I recently tracked down a bug in my code to a line that read:
cards = cards.sort.uniq
This seemed perfectly reasonable - the cards array contained Card
objects which were Enumerable. However, the bug was due to the fact that
Array#uniq does not use the object’s == method to do comparisons - even
though Array#sort uses the object’s <=> method. Upon investigation, I found
that the implementation of Array#uniq uses a hash, and since the key to the
hash is the object ID, uniqueness ends up being defined as (obj1.id ==
obj2.id). This was surprising to me.
Further investigation shows that the following methods of Array ignore
the object’s == method:
Array#&
Array#|
Array#uniq
Array#uniq!
On the other hand, the following methods honor the object's == method:
Array#-
Array#==
Array#===
Array#assoc
Array#delete
Array#include?
Array#index
Array#rassoc
Array@rindex
In addition, the following functions honor the object's <=> method:
Array#<=>
Array#sort
Array#sort!
Not only does this cause an inconsistency between the definition of
equality between “set intersection” (Array#&) and “set difference”
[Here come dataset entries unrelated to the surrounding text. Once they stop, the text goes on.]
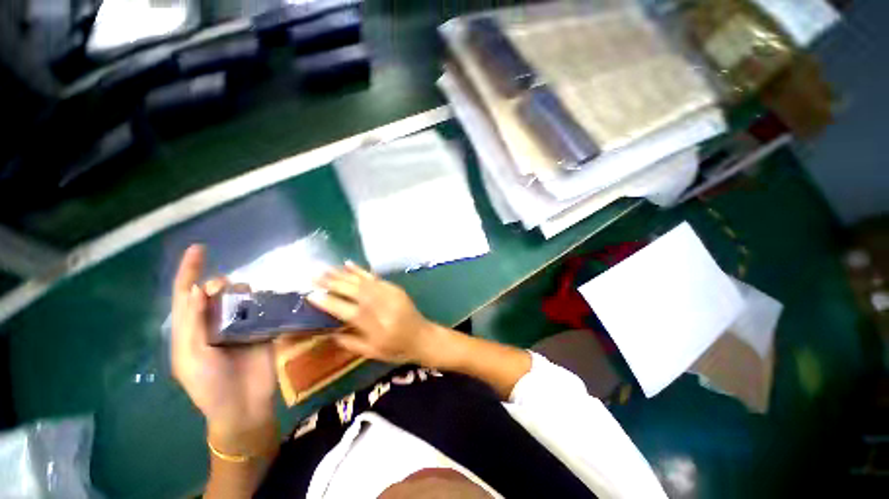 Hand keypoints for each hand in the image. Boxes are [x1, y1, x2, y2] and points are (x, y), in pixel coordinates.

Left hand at [171, 245, 276, 445]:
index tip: (199, 248)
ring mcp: (239, 327)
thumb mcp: (191, 357)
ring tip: (247, 300)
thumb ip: (193, 323)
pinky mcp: (261, 330)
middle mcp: (214, 324)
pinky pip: (262, 308)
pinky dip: (263, 300)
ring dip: (242, 292)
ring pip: (240, 298)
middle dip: (219, 285)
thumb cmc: (209, 386)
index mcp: (190, 331)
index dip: (189, 271)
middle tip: (227, 291)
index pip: (186, 295)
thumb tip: (198, 290)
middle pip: (215, 293)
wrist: (243, 405)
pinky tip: (265, 301)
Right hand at [307, 262, 443, 364]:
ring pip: (364, 281)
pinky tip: (348, 264)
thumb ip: (350, 342)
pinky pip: (375, 277)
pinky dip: (360, 271)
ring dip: (343, 274)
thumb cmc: (397, 349)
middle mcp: (383, 307)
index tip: (311, 295)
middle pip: (355, 291)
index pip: (348, 312)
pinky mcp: (395, 288)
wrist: (423, 337)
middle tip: (314, 275)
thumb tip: (328, 331)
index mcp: (376, 327)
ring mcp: (390, 294)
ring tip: (326, 268)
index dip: (330, 303)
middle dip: (333, 282)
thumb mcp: (372, 353) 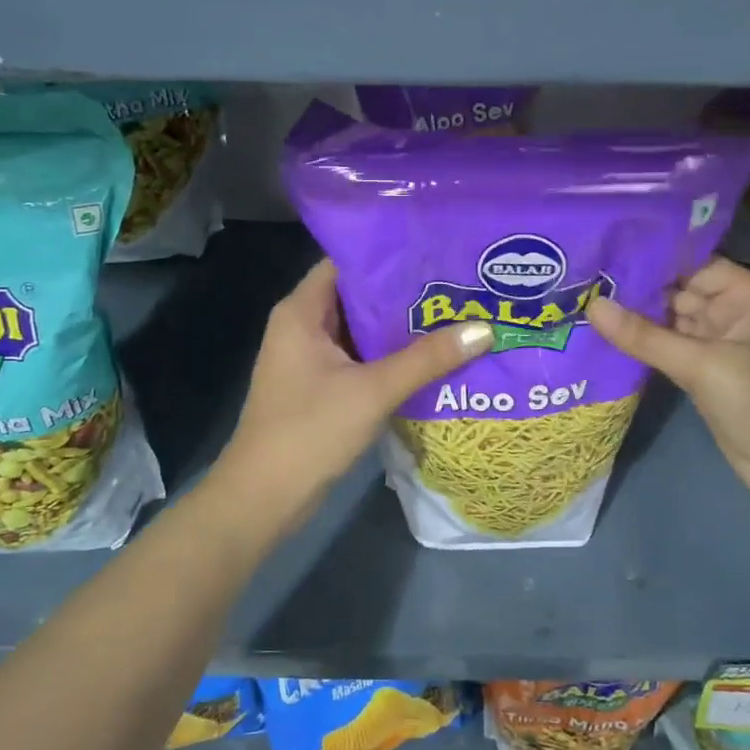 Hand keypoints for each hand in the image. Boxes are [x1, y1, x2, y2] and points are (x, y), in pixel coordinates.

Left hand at [212, 259, 491, 532]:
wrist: (264, 498)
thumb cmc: (310, 431)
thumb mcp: (373, 390)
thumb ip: (428, 358)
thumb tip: (485, 329)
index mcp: (302, 311)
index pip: (347, 262)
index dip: (389, 255)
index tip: (435, 251)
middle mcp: (303, 326)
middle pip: (358, 296)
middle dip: (404, 292)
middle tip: (457, 284)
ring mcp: (311, 359)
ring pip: (362, 331)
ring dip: (401, 327)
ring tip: (454, 313)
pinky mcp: (321, 387)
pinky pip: (361, 359)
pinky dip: (391, 356)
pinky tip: (432, 356)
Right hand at [587, 258, 749, 533]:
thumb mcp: (704, 365)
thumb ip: (645, 336)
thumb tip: (590, 305)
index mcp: (742, 294)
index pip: (686, 262)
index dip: (644, 256)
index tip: (595, 251)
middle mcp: (728, 313)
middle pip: (672, 292)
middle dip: (629, 289)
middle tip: (573, 281)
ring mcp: (715, 347)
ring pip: (666, 324)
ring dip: (629, 319)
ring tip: (576, 304)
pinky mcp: (703, 378)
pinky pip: (665, 353)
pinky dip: (638, 349)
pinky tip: (599, 339) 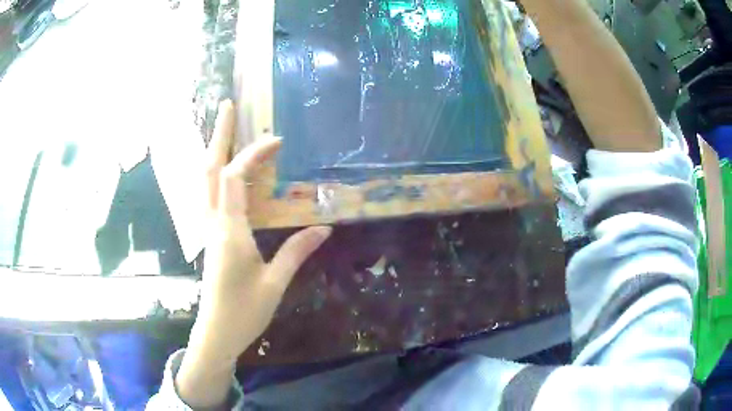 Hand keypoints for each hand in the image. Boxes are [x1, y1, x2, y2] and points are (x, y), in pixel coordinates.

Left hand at [176, 100, 331, 408]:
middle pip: (209, 169)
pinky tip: (225, 169)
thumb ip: (297, 251)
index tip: (277, 140)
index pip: (235, 177)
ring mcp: (208, 228)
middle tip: (227, 106)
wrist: (216, 333)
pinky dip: (216, 173)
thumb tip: (323, 227)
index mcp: (229, 230)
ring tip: (225, 129)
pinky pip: (209, 194)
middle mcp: (213, 222)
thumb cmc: (244, 312)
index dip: (254, 153)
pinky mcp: (210, 236)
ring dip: (213, 150)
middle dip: (218, 135)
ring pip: (204, 180)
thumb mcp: (274, 283)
(Array#-), it also leads to different behavior between Numerics (and
Strings) and other objects:
irb(main):001:0> RUBY_VERSION
=> "1.6.8"
irb(main):002:0> class A
irb(main):003:1> def initialize(i) @i = i end
irb(main):004:1> def ==(j) @i == j end
irb(main):005:1> end
=> nil
irb(main):006:0> [1,1,2].uniq
=> [1, 2]
irb(main):007:0> [‘1’,‘1’,‘2’].uniq
=> [“1”, “2”]
irb(main):008:0> [A.new(1),A.new(1),A.new(2)].uniq
=> [#<A:0x810190c @i=1>, #<A:0x81018f8 @i=1>, #<A:0x81018e4 @i=2>]
It seems to me that uniqueness should be determined by the object's ==
method instead of the object’s ID as in Array#&, Array#|, Array#uniq, and
Array#uniq!. This seems more in line with methods like Array#- and
Array#include?.
Any other thoughts?
- Warren Brown